The average payday loan in Florida is $250 with an annual interest rate of 312 percent, according to the Center for Responsible Lending.
The issue has potential to surface in the widely-watched U.S. Senate race.
Rep. Alan Grayson, Murphy’s primary opponent, did not sign on to the bill. He cited a provision in the bill that bars the CFPB from imposing payday regulations for two years anywhere in the country.
“I agree with Elizabeth Warren that it’s an important and legitimate purpose of the federal government to have that kind of protection nationwide and not simply leave it to haphazard regulation by the states, often heavily influenced by industry,” Grayson said in an interview.
Grayson, however, signed onto an April 2015 letter to CFPB Director Richard Cordray touting the Florida regulations as “among the most progressive and effective in the nation” and warning about “a one-size-fits all policy.” He said he stood by that and a fix would have legislation say it does not specifically pre-empt good legislation such as Florida’s.

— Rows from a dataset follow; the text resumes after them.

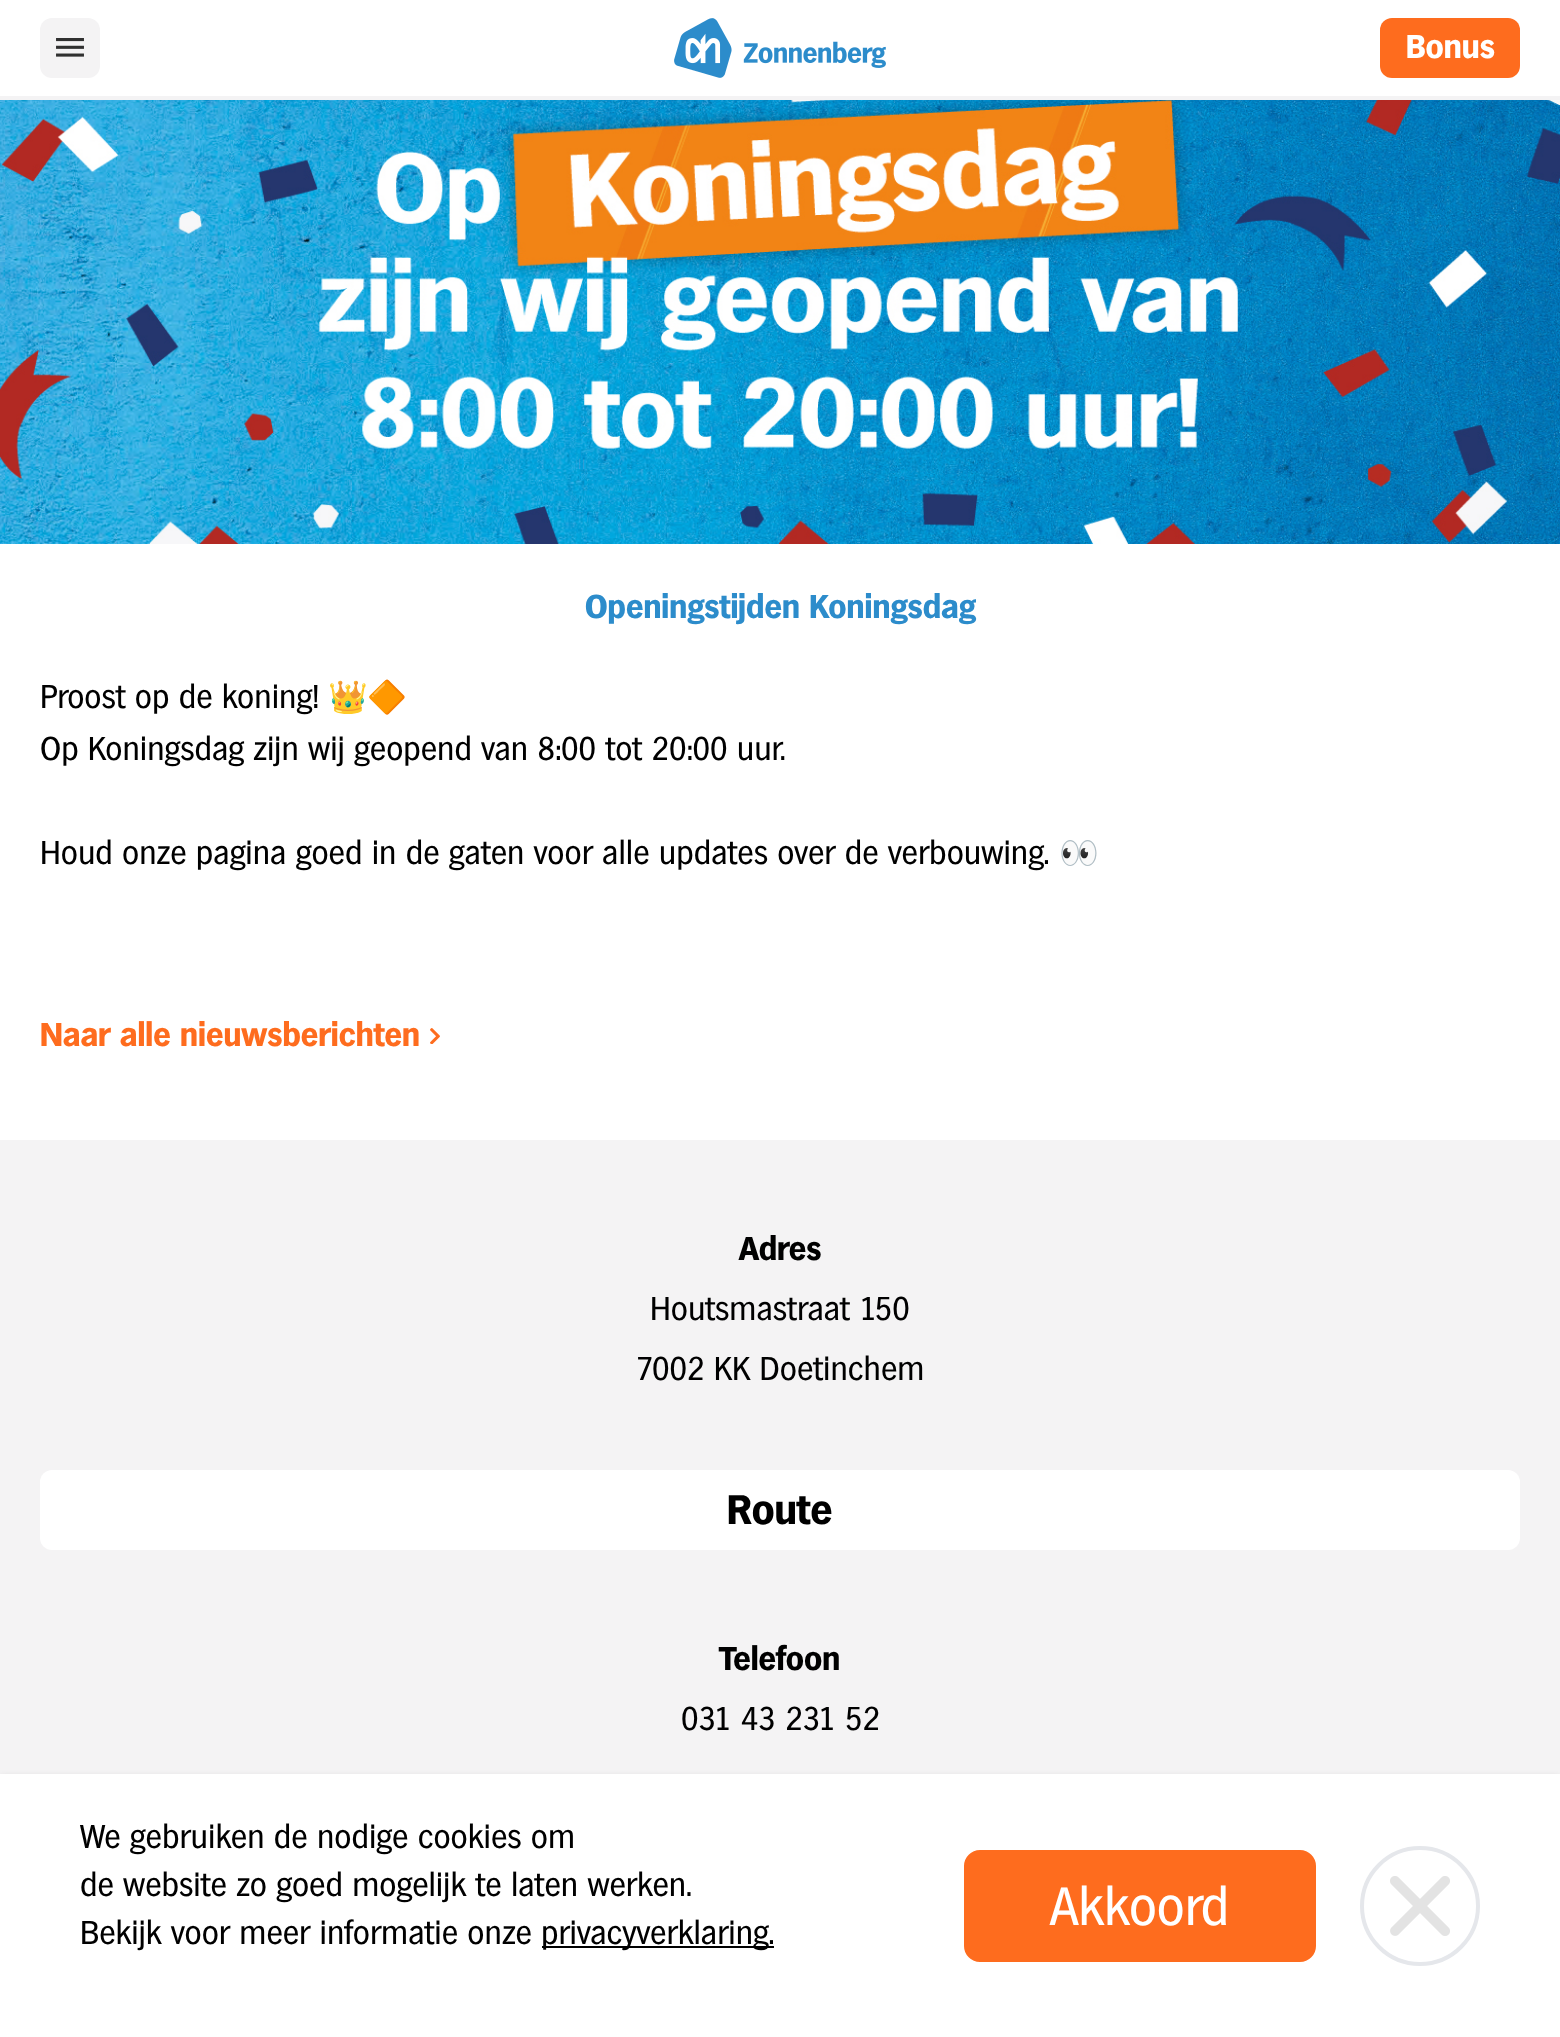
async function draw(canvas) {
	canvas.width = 1560;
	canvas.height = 2037;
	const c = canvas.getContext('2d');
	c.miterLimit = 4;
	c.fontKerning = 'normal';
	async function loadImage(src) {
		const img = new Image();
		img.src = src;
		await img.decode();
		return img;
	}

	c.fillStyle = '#fff';
	c.fillRect(0, 0, 1560, 2037);
	c.fillStyle = '#f4f3f4';
	c.fillRect(0, 96, 1560, 4);
	c.beginPath();
	c.roundRect(40, 18, 60, 60, 12);
	c.fill();
	c.drawImage(await loadImage('img1.png'), 56, 38, 28, 19);
	c.drawImage(await loadImage('img2.png'), 674, 18, 212, 60);
	c.fillStyle = '#fe6c1e';
	c.beginPath();
	c.roundRect(1380, 18, 140, 60, 12);
	c.fill();
	c.font = 'bold 32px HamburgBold';
	c.fillStyle = '#fff';
	c.fillText('Bonus', 1406, 58);
	c.drawImage(await loadImage('img3.png'), 0, 100, 1560, 444);
	c.fillStyle = '#2c8ccb';
	c.fillText('Openingstijden Koningsdag', 585, 618);
	c.font = '32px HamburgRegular';
	c.fillStyle = '#000';
	c.fillText('Proost op de koning!', 40, 708);
	c.font = '32px Noto Color Emoji';
	c.fillText('👑🔶', 328, 708);
	c.font = '32px HamburgRegular';
	c.fillText('Op Koningsdag zijn wij geopend van 8:00 tot 20:00 uur.', 40, 760);
	c.fillText('Houd onze pagina goed in de gaten voor alle updates over de verbouwing.', 40, 864);
	c.font = '32px Noto Color Emoji';
	c.fillText('👀', 1059, 864);
	c.font = 'bold 32px HamburgBold';
	c.fillStyle = '#fe6c1e';
	c.fillText('Naar alle nieuwsberichten', 40, 1046);
	c.drawImage(await loadImage('img4.png'), 430, 1028, 10, 16);
	c.fillStyle = '#f4f3f4';
	c.fillRect(0, 1140, 1560, 634);
	c.fillStyle = '#000';
	c.fillText('Adres', 739, 1260);
	c.font = '32px HamburgRegular';
	c.fillText('Houtsmastraat 150', 650, 1320);
	c.fillText('7002 KK Doetinchem', 636, 1380);
	c.fillStyle = '#fff';
	c.beginPath();
	c.roundRect(40, 1470, 1480, 80, 12);
	c.fill();
	c.font = 'bold 40px HamburgBold';
	c.fillStyle = '#000';
	c.fillText('Route', 727, 1524);
	c.font = 'bold 32px HamburgBold';
	c.fillText('Telefoon', 719, 1670);
	c.font = '32px HamburgRegular';
	c.fillText('031 43 231 52', 681, 1730);
	c.fillStyle = '#0000001a';
	c.filter = 'blur(3px)';
	c.beginPath();
	c.rect(0, 1776, 1560, 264);
	c.fill();
	c.filter = 'none';
	c.fillStyle = '#fff';
	c.fillRect(0, 1774, 1560, 263);
	c.fillStyle = '#000';
	for (const [text, x, y] of [
		['We gebruiken de nodige cookies om', 80, 1848],
		['de website zo goed mogelijk te laten werken.', 80, 1896],
		['Bekijk voor meer informatie onze', 80, 1944],
	]) {
		c.fillText(text, x, y);
	}
	c.fillRect(542, 1946, 232, 2);
	c.fillText('privacyverklaring.', 541, 1944);
	c.fillStyle = '#fe6c1e';
	c.beginPath();
	c.roundRect(962, 1848, 356, 116, 18);
	c.fill();
	c.strokeStyle = '#fff';
	c.lineWidth = 4;
	c.stroke();
	c.font = '52px HamburgRegular';
	c.fillStyle = '#fff';
	c.fillText('Akkoord', 1050, 1925);
	c.beginPath();
	c.arc(1420, 1906, 58, 0, 2 * Math.PI);
	c.strokeStyle = '#e5e7eb';
	c.stroke();
	c.drawImage(await loadImage('img5.png'), 1390, 1876, 60, 60);
}

draw(document.querySelector('canvas'));
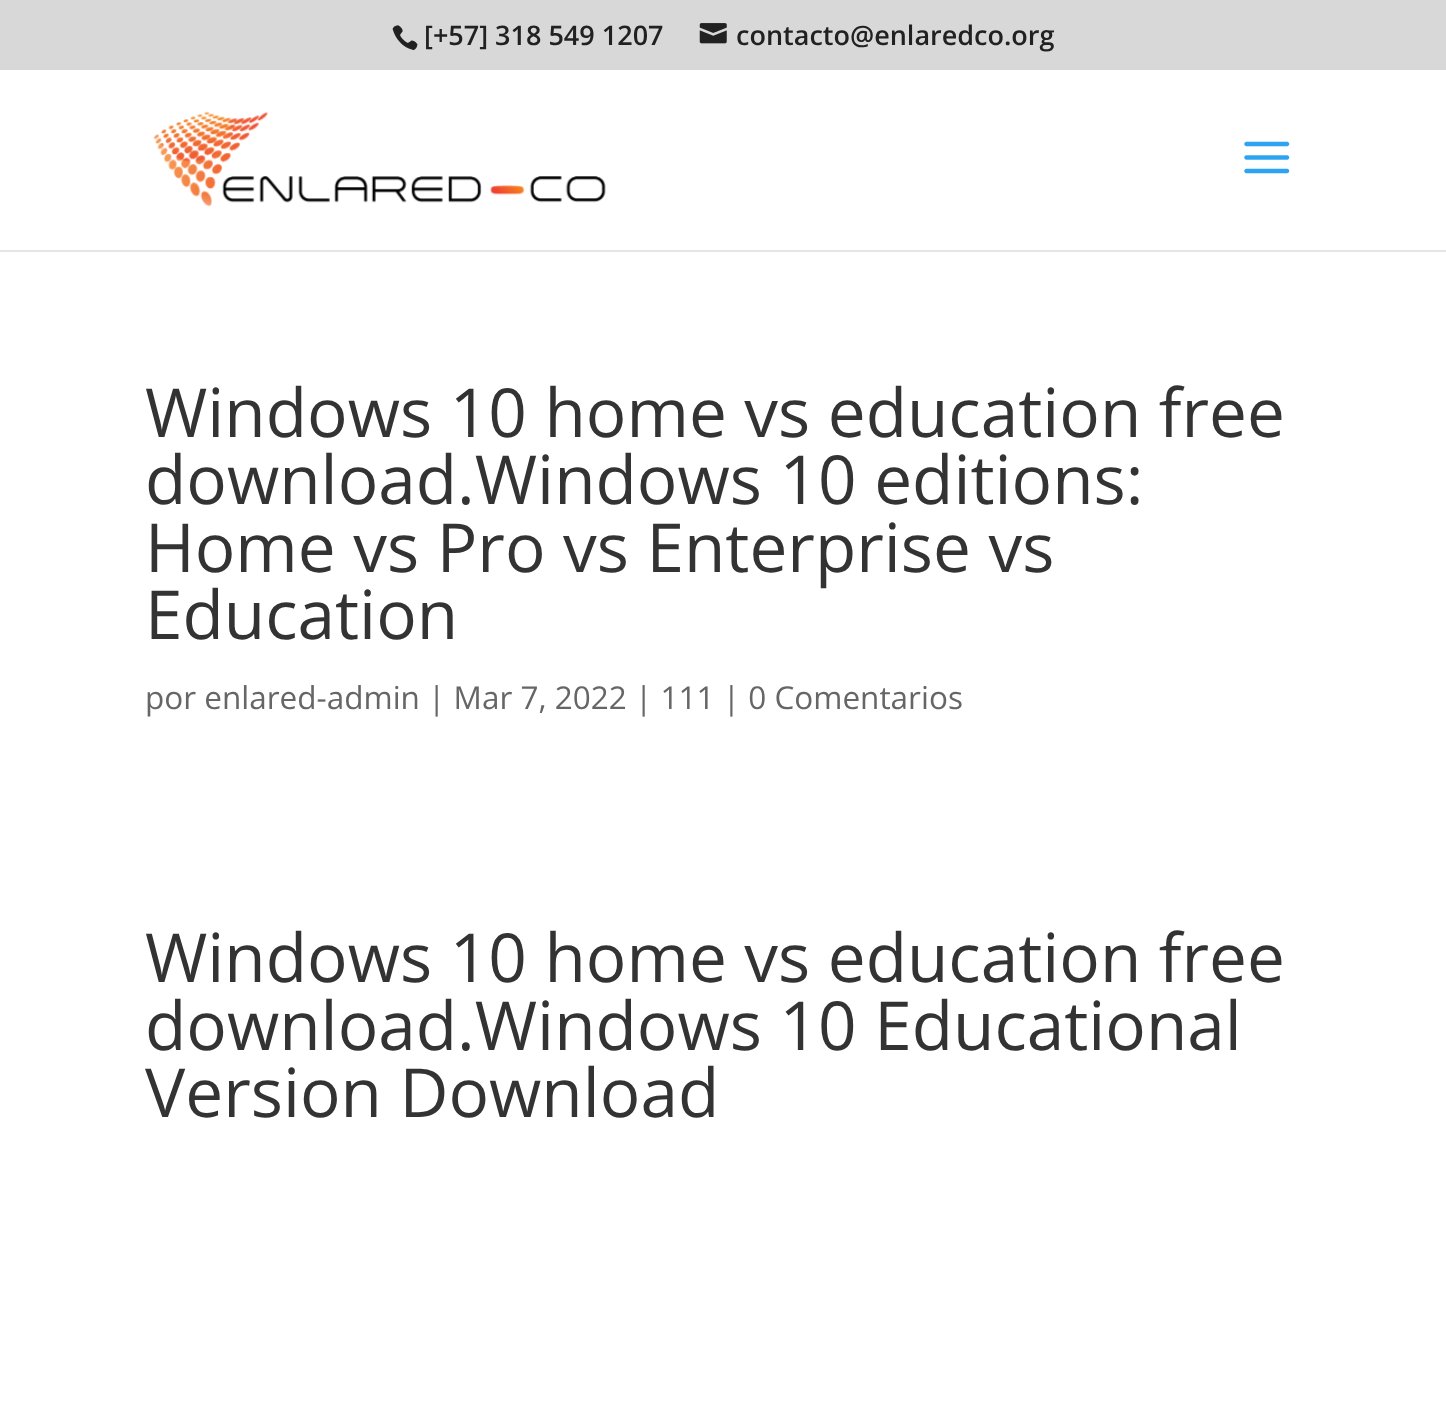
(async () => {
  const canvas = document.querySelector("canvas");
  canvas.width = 1446;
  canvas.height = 1409;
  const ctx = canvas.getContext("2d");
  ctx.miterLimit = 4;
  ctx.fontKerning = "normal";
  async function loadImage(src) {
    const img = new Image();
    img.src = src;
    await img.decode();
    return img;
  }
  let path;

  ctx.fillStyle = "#ffffff";
  ctx.fillRect(0, 0, 1446, 1409);
  ctx.fillStyle = "#d8d8d8";
  ctx.fillRect(0, 0, 1446, 70);
  ctx.drawImage(await loadImage("img/1.png"), 392, 25, 26, 26);
  ctx.drawImage(await loadImage("img/2.png"), 699, 23, 28, 21);
  ctx.fillStyle = "#e6e6e6";
  path = new Path2D("M0 250V252H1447V72V250Z");
  ctx.fill(path);
  ctx.drawImage(await loadImage("img/3.png"), 153, 111, 453, 96);
  ctx.drawImage(await loadImage("img/4.png"), 1244, 141, 46, 33);
  ctx.font = "600 27px Open Sans";
  ctx.fillStyle = "#212121";
  ctx.fillText("[+57] 318 549 1207", 424, 45);
  ctx.fillText("contacto@enlaredco.org", 736, 45);
  ctx.font = "67.5px Open Sans";
  ctx.fillStyle = "#333333";
  for (const [text, x, y] of [
    ["Windows 10 home vs education free", 145, 437],
    ["download.Windows 10 editions:", 145, 504],
    ["Home vs Pro vs Enterprise vs", 145, 572],
    ["Education", 145, 639],
  ]) {
    ctx.fillText(text, x, y);
  }
  ctx.font = "31.5px Open Sans";
  ctx.fillStyle = "#666666";
  ctx.fillText("por enlared-admin | Mar 7, 2022 | 111 | 0 Comentarios", 145, 709);
  ctx.font = "67.5px Open Sans";
  ctx.fillStyle = "#333333";
  for (const [text, x, y] of [
    ["Windows 10 home vs education free", 145, 982],
    ["download.Windows 10 Educational", 145, 1050],
    ["Version Download", 145, 1117],
  ]) {
    ctx.fillText(text, x, y);
  }
})();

Murphy sits on the Financial Services Committee, which is a cash cow for lawmakers, particularly young ones favored by party leaders. Murphy has received $46,000 in contributions from payday lenders.
His campaign did not respond to questions.
Wasserman Schultz has gotten $63,000 from payday lenders and Rep. Alcee Hastings $107,000, according to the Center for Responsive Politics. Ross has gotten $25,850.
Grayson has received $8,300. He’s also held stock in a payday loan company, though said he no longer does. Grayson has made an issue out of some of Murphy’s support for the financial industry, including a bill easing reporting on securities sales.
The issue has caused big headaches for Wasserman Schulz, a high profile target given she’s DNC chairwoman. A TV ad launched this month accuses her of trying to “sabotage” President Obama’s efforts against payday lenders.